_Directions:_
Below are the records; collect from them each line containing the string "Fontecilla".

_Task input:_
= = = = = = =

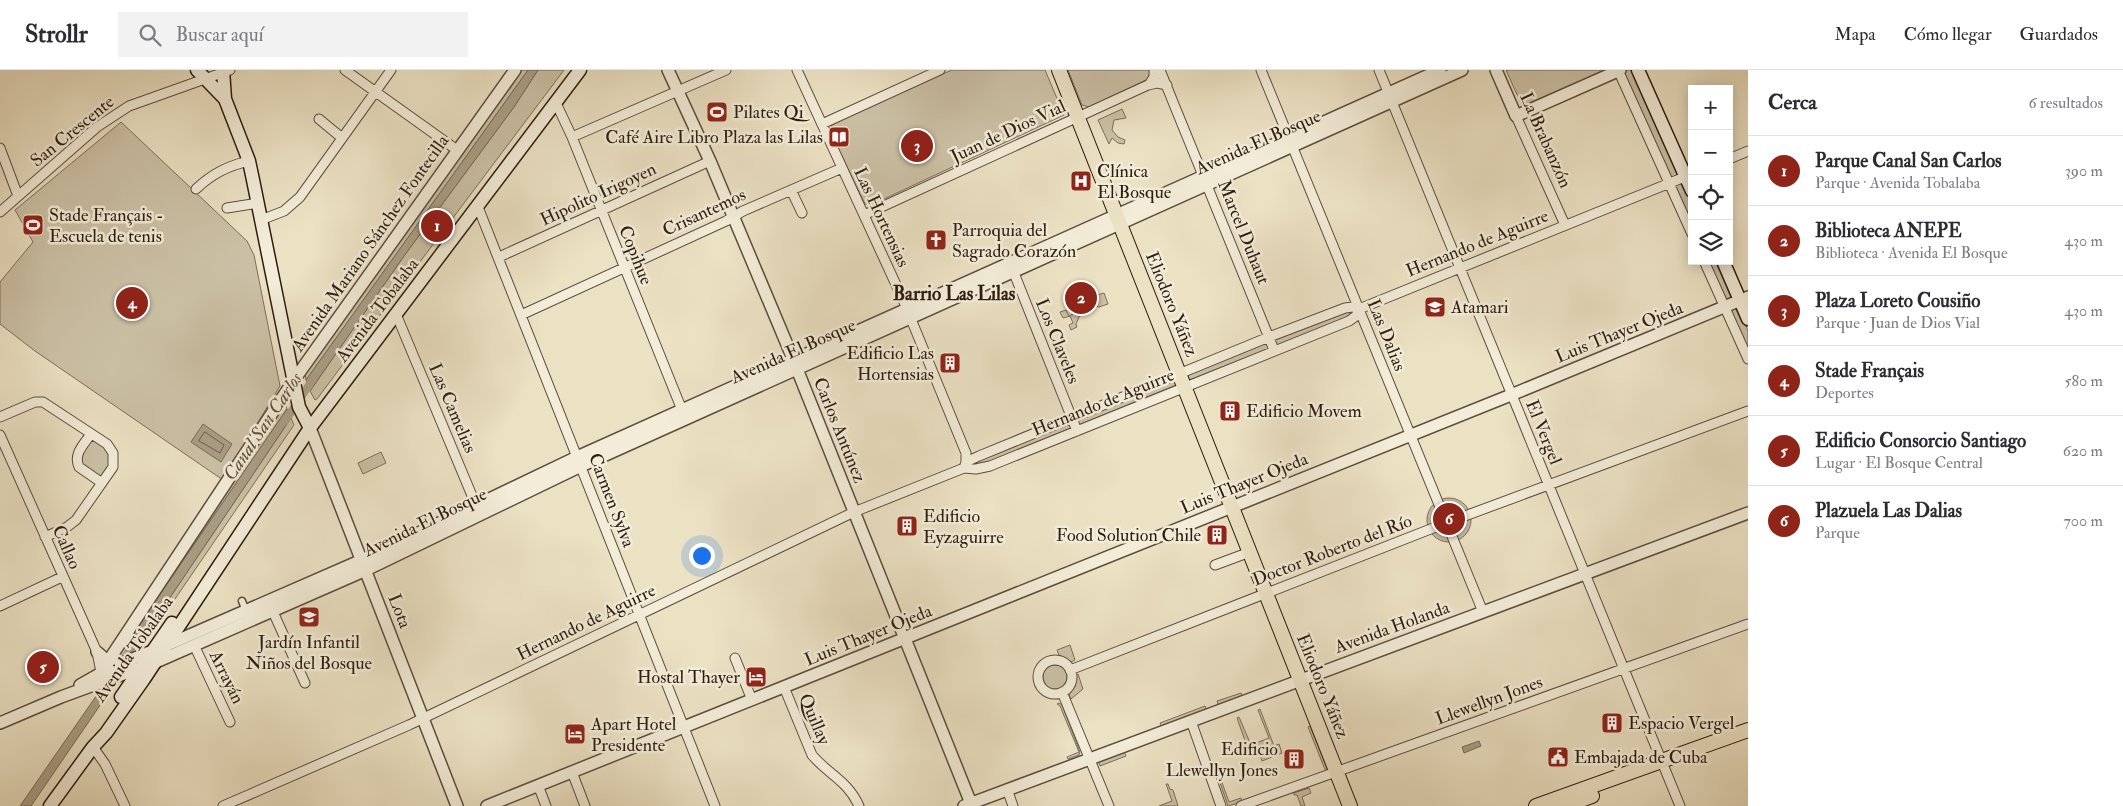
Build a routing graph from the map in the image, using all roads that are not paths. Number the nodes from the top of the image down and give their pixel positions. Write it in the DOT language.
graph roads {
  1 [pos="345,70"];
  2 [pos="391,70"];
  3 [pos="515,70"];
  4 [pos="580,70"];
  5 [pos="668,70"];
  6 [pos="726,70"];
  7 [pos="797,70"];
  8 [pos="940,70"];
  9 [pos="1059,70"];
  10 [pos="1154,70"];
  11 [pos="1160,70"];
  12 [pos="1261,70"];
  13 [pos="1379,70"];
  14 [pos="1440,70"];
  15 [pos="1462,70"];
  16 [pos="1496,70"];
  17 [pos="1619,70"];
  18 [pos="1638,70"];
  19 [pos="225,71"];
  20 [pos="201,75"];
  21 [pos="1148,85"];
  22 [pos="1167,85"];
  23 [pos="679,90"];
  24 [pos="375,92"];
  25 [pos="1389,98"];
  26 [pos="225,99"];
  27 [pos="556,103"];
  28 [pos="1078,116"];
  29 [pos="1516,116"];
  30 [pos="319,118"];
  31 [pos="822,124"];
  32 [pos="342,138"];
  33 [pos="572,138"];
  34 [pos="1290,141"];
  35 [pos="0,148"];
  36 [pos="457,150"];
  37 [pos="1748,151"];
  38 [pos="1733,157"];
  39 [pos="249,161"];
  40 [pos="710,161"];
  41 [pos="842,168"];
  42 [pos="1688,173"];
  43 [pos="1688,175"];
  44 [pos="1205,180"];
  45 [pos="1669,183"];
  46 [pos="196,189"];
  47 [pos="791,190"];
  48 [pos="18,196"];
  49 [pos="258,203"];
  50 [pos="478,207"];
  51 [pos="227,208"];
  52 [pos="601,211"];
  53 [pos="0,212"];
  54 [pos="802,213"];
  55 [pos="864,215"];
  56 [pos="733,217"];
  57 [pos="1118,219"];
  58 [pos="261,220"];
  59 [pos="1565,225"];
  60 [pos="1688,225"];
  61 [pos="499,257"];
  62 [pos="1706,265"];
  63 [pos="1725,265"];
  64 [pos="624,267"];
  65 [pos="1011,267"];
  66 [pos="1459,268"];
  67 [pos="1744,299"];
  68 [pos="1724,307"];
  69 [pos="1359,309"];
  70 [pos="908,313"];
  71 [pos="396,314"];
  72 [pos="521,315"];
  73 [pos="1748,319"];
  74 [pos="1269,337"];
  75 [pos="1274,350"];
  76 [pos="1748,359"];
  77 [pos="795,364"];
  78 [pos="1182,380"];
  79 [pos="298,395"];
  80 [pos="1511,395"];
  81 [pos="1748,411"];
  82 [pos="684,415"];
  83 [pos="0,417"];
  84 [pos="1072,418"];
  85 [pos="310,428"];
  86 [pos="1077,431"];
  87 [pos="91,434"];
  88 [pos="0,435"];
  89 [pos="1410,436"];
  90 [pos="579,462"];
  91 [pos="965,465"];
  92 [pos="102,483"];
  93 [pos="1548,485"];
  94 [pos="1232,507"];
  95 [pos="478,510"];
  96 [pos="854,512"];
  97 [pos="1748,513"];
  98 [pos="1446,523"];
  99 [pos="45,536"];
  100 [pos="1250,552"];
  101 [pos="364,565"];
  102 [pos="1215,566"];
  103 [pos="1584,574"];
  104 [pos="62,577"];
  105 [pos="210,578"];
  106 [pos="1266,593"];
  107 [pos="0,606"];
  108 [pos="270,606"];
  109 [pos="1483,612"];
  110 [pos="640,615"];
  111 [pos="1748,624"];
  112 [pos="201,630"];
  113 [pos="905,639"];
  114 [pos="167,645"];
  115 [pos="194,645"];
  116 [pos="97,652"];
  117 [pos="154,656"];
  118 [pos="735,658"];
  119 [pos="114,664"];
  120 [pos="138,665"];
  121 [pos="1624,669"];
  122 [pos="1070,670"];
  123 [pos="1300,680"];
  124 [pos="305,682"];
  125 [pos="784,687"];
  126 [pos="1062,692"];
  127 [pos="61,697"];
  128 [pos="752,700"];
  129 [pos="423,718"];
  130 [pos="1,720"];
  131 [pos="1191,721"];
  132 [pos="230,722"];
  133 [pos="684,727"];
  134 [pos="1748,730"];
  135 [pos="1748,740"];
  136 [pos="92,747"];
  137 [pos="1089,758"];
  138 [pos="1663,765"];
  139 [pos="1337,771"];
  140 [pos="572,772"];
  141 [pos="538,786"];
  142 [pos="1007,790"];
  143 [pos="969,805"];
  144 [pos="50,806"];
  145 [pos="125,806"];
  146 [pos="223,806"];
  147 [pos="457,806"];
  148 [pos="487,806"];
  149 [pos="546,806"];
  150 [pos="585,806"];
  151 [pos="715,806"];
  152 [pos="859,806"];
  153 [pos="1013,806"];
  154 [pos="1109,806"];
  155 [pos="1221,806"];
  156 [pos="1240,806"];
  157 [pos="1350,806"];
  158 [pos="1536,806"];
  159 [pos="1564,806"];
  160 [pos="1680,806"];
  1 -- 24 [label="street"];
  2 -- 24 [label="street"];
  3 -- 36 [label="street, Avenida Mariano Sánchez Fontecilla"];
  4 -- 27 [label="main road, Avenida Tobalaba"];
  5 -- 23 [label="street, Carlos Antúnez"];
  6 -- 23 [label="street"];
  7 -- 31 [label="street, Las Hortensias"];
  8 -- 31 [label="street"];
  9 -- 28 [label="main road, Eliodoro Yáñez"];
  10 -- 21 [label="street"];
  11 -- 22 [label="street, Marcel Duhaut"];
  12 -- 34 [label="street, Las Dalias"];
  13 -- 25 [label="street, El Vergel"];
  14 -- 25 [label="street, Avenida El Bosque"];
  15 -- 25 [label="street, Avenida El Bosque"];
  16 -- 29 [label="street, La Brabanzón"];
  17 -- 29 [label="street"];
  17 -- 45 [label="street"];
  18 -- 42 [label="main road"];
  19 -- 20 [label="street, San Crescente"];
  19 -- 26 [label="main road"];
  20 -- 26 [label="main road"];
  20 -- 48 [label="street, San Crescente"];
  21 -- 22 [label="street, Juan de Dios Vial"];
  21 -- 28 [label="street, Juan de Dios Vial"];
  22 -- 44 [label="street, Marcel Duhaut"];
  23 -- 33 [label="street"];
  23 -- 40 [label="street, Carlos Antúnez"];
  24 -- 32 [label="street"];
  24 -- 36 [label="street"];
  25 -- 34 [label="street, Avenida El Bosque"];
  25 -- 66 [label="street, El Vergel"];
  26 -- 39 [label="main road, Lota"];
  27 -- 33 [label="street, Copihue"];
  27 -- 50 [label="main road, Avenida Tobalaba"];
  28 -- 55 [label="street, Juan de Dios Vial"];
  28 -- 57 [label="main road, Eliodoro Yáñez"];
  29 -- 59 [label="street, La Brabanzón"];
  30 -- 32 [label="street"];
  31 -- 41 [label="street, Las Hortensias"];
  32 -- 58 [label="street"];
  33 -- 52 [label="street, Copihue"];
  34 -- 44 [label="street, Avenida El Bosque"];
  34 -- 69 [label="street, Las Dalias"];
  35 -- 48 [label="street"];
  36 -- 79 [label="street, Avenida Mariano Sánchez Fontecilla"];
  37 -- 38 [label="street"];
  39 -- 46 [label="street"];
  39 -- 49 [label="main road, Lota"];
  40 -- 52 [label="street, Hipolito Irigoyen"];
  40 -- 56 [label="street, Carlos Antúnez"];
  41 -- 47 [label="street, Crisantemos"];
  41 -- 55 [label="street, Las Hortensias"];
  43 -- 45 [label="street, Hernando de Aguirre"];
  44 -- 57 [label="street, Avenida El Bosque"];
  44 -- 74 [label="street, Marcel Duhaut"];
  45 -- 59 [label="street, Hernando de Aguirre"];
  45 -- 60 [label="street"];
  47 -- 54 [label="street"];
  47 -- 56 [label="street, Crisantemos"];
  48 -- 53 [label="street, San Crescente"];
  49 -- 51 [label="street"];
  49 -- 58 [label="main road, Lota"];
  50 -- 61 [label="street, Carmen Sylva"];
  50 -- 71 [label="main road, Avenida Tobalaba"];
  52 -- 61 [label="street, Hipolito Irigoyen"];
  52 -- 64 [label="street, Copihue"];
  55 -- 70 [label="street, Las Hortensias"];
  56 -- 64 [label="street, Crisantemos"];
  56 -- 77 [label="street, Carlos Antúnez"];
  57 -- 65 [label="street, Avenida El Bosque"];
  57 -- 78 [label="main road, Eliodoro Yáñez"];
  58 -- 79 [label="main road, Lota"];
  59 -- 66 [label="street, Hernando de Aguirre"];
  61 -- 72 [label="street, Carmen Sylva"];
  62 -- 68 [label="street"];
  63 -- 67 [label="main road"];
  64 -- 72 [label="street, Crisantemos"];
  64 -- 82 [label="street, Copihue"];
  65 -- 70 [label="street, Avenida El Bosque"];
  65 -- 84 [label="street, Los Claveles"];
  66 -- 69 [label="street, Hernando de Aguirre"];
  66 -- 80 [label="street, El Vergel"];
  67 -- 68 [label="street, Luis Thayer Ojeda"];
  67 -- 73 [label="main road"];
  68 -- 76 [label="street"];
  68 -- 80 [label="street, Luis Thayer Ojeda"];
  69 -- 74 [label="street, Hernando de Aguirre"];
  69 -- 75 [label="street, Hernando de Aguirre"];
  69 -- 89 [label="street, Las Dalias"];
  70 -- 77 [label="street, Avenida El Bosque"];
  70 -- 91 [label="street, Las Hortensias"];
  71 -- 85 [label="main road, Avenida Tobalaba"];
  71 -- 95 [label="street, Las Camelias"];
  72 -- 90 [label="street, Carmen Sylva"];
  74 -- 75 [label="street, Marcel Duhaut"];
  74 -- 78 [label="street, Hernando de Aguirre"];
  75 -- 78 [label="street, Hernando de Aguirre"];
  77 -- 82 [label="street, Avenida El Bosque"];
  77 -- 96 [label="street, Carlos Antúnez"];
  78 -- 84 [label="street, Hernando de Aguirre"];
  78 -- 86 [label="street, Hernando de Aguirre"];
  78 -- 94 [label="main road, Eliodoro Yáñez"];
  79 -- 85 [label="main road, Lota"];
  79 -- 119 [label="street, Avenida Mariano Sánchez Fontecilla"];
  80 -- 89 [label="street, Luis Thayer Ojeda"];
  80 -- 93 [label="street, El Vergel"];
  81 -- 93 [label="street, Doctor Roberto del Río"];
  82 -- 90 [label="street, Avenida El Bosque"];
  83 -- 87 [label="street"];
  84 -- 86 [label="street, Los Claveles"];
  84 -- 91 [label="street, Hernando de Aguirre"];
  85 -- 101 [label="street, Lota"];
  85 -- 105 [label="main road, Avenida Tobalaba"];
  86 -- 91 [label="street, Hernando de Aguirre"];
  87 -- 92 [label="street"];
  87 -- 92 [label="street"];
  88 -- 99 [label="street, Callao"];
  89 -- 94 [label="street, Luis Thayer Ojeda"];
  89 -- 98 [label="street, Las Dalias"];
  90 -- 95 [label="street, Avenida El Bosque"];
  90 -- 110 [label="street, Carmen Sylva"];
  91 -- 96 [label="street, Hernando de Aguirre"];
  92 -- 99 [label="street"];
  93 -- 98 [label="street, Doctor Roberto del Río"];
  93 -- 103 [label="street, El Vergel"];
  94 -- 100 [label="main road, Eliodoro Yáñez"];
  94 -- 113 [label="street, Luis Thayer Ojeda"];
  95 -- 101 [label="street, Avenida El Bosque"];
  96 -- 110 [label="street, Hernando de Aguirre"];
  96 -- 113 [label="street, Carlos Antúnez"];
  97 -- 103 [label="street, Avenida Holanda"];
  98 -- 106 [label="street, Doctor Roberto del Río"];
  98 -- 109 [label="street, Las Dalias"];
  99 -- 104 [label="street, Callao"];
  100 -- 102 [label="street"];
  100 -- 106 [label="main road, Eliodoro Yáñez"];
  101 -- 108 [label="street, Avenida El Bosque"];
  101 -- 129 [label="street, Lota"];
  103 -- 109 [label="street, Avenida Holanda"];
  103 -- 121 [label="street, El Vergel"];
  104 -- 107 [label="street"];
  104 -- 116 [label="street, Callao"];
  105 -- 114 [label="main road, Avenida Tobalaba"];
  105 -- 117 [label="main road, Avenida Tobalaba"];
  106 -- 122 [label="street, Doctor Roberto del Río"];
  106 -- 123 [label="main road, Eliodoro Yáñez"];
  108 -- 112 [label="street, Avenida El Bosque"];
  108 -- 115 [label="street, Avenida El Bosque"];
  108 -- 124 [label="street"];
  109 -- 123 [label="street, Avenida Holanda"];
  110 -- 129 [label="street, Hernando de Aguirre"];
  110 -- 133 [label="street, Carmen Sylva"];
  111 -- 121 [label="street, Llewellyn Jones"];
  112 -- 114 [label="street, Avenida El Bosque"];
  112 -- 115 [label="street"];
  113 -- 125 [label="street, Luis Thayer Ojeda"];
  113 -- 143 [label="street, Carlos Antúnez"];
  114 -- 117 [label="main road, Avenida Tobalaba"];
  115 -- 117 [label="street, Avenida El Bosque"];
  115 -- 132 [label="street, Arrayán"];
  116 -- 119 [label="street"];
  117 -- 120 [label="main road, Avenida Tobalaba"];
  117 -- 136 [label="main road, Avenida Tobalaba"];
  118 -- 128 [label="street"];
  119 -- 120 [label="street"];
  119 -- 120 [label="street"];
  119 -- 127 [label="street"];
  119 -- 127 [label="street"];
  120 -- 136 [label="main road, Avenida Tobalaba"];
  121 -- 138 [label="street, El Vergel"];
  121 -- 139 [label="street, Llewellyn Jones"];
  122 -- 126 [label="street"];
  122 -- 126 [label="street"];
  123 -- 131 [label="street, Avenida Holanda"];
  123 -- 139 [label="main road, Eliodoro Yáñez"];
  125 -- 128 [label="street, Luis Thayer Ojeda"];
  125 -- 152 [label="street, Quillay"];
  126 -- 137 [label="street"];
  127 -- 130 [label="street"];
  128 -- 133 [label="street, Luis Thayer Ojeda"];
  129 -- 146 [label="street, Hernando de Aguirre"];
  129 -- 147 [label="street, Lota"];
  131 -- 137 [label="street, Avenida Holanda"];
  131 -- 155 [label="street"];
  133 -- 140 [label="street, Luis Thayer Ojeda"];
  133 -- 151 [label="street, Carmen Sylva"];
  134 -- 138 [label="main road"];
  135 -- 138 [label="main road"];
  136 -- 144 [label="main road, Avenida Tobalaba"];
  136 -- 145 [label="street"];
  137 -- 142 [label="street, Avenida Holanda"];
  137 -- 154 [label="street"];
  138 -- 158 [label="main road"];
  138 -- 159 [label="main road"];
  138 -- 160 [label="street, El Vergel"];
  139 -- 156 [label="street, Llewellyn Jones"];
  139 -- 157 [label="main road, Eliodoro Yáñez"];
  140 -- 141 [label="street, Luis Thayer Ojeda"];
  140 -- 150 [label="street"];
  141 -- 148 [label="street, Luis Thayer Ojeda"];
  141 -- 149 [label="street"];
  142 -- 143 [label="street, Avenida Holanda"];
  142 -- 153 [label="street"];
}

= = = = = = =

_Result of the task:_
  3 -- 36 [label="street, Avenida Mariano Sánchez Fontecilla"];
  36 -- 79 [label="street, Avenida Mariano Sánchez Fontecilla"];
  79 -- 119 [label="street, Avenida Mariano Sánchez Fontecilla"];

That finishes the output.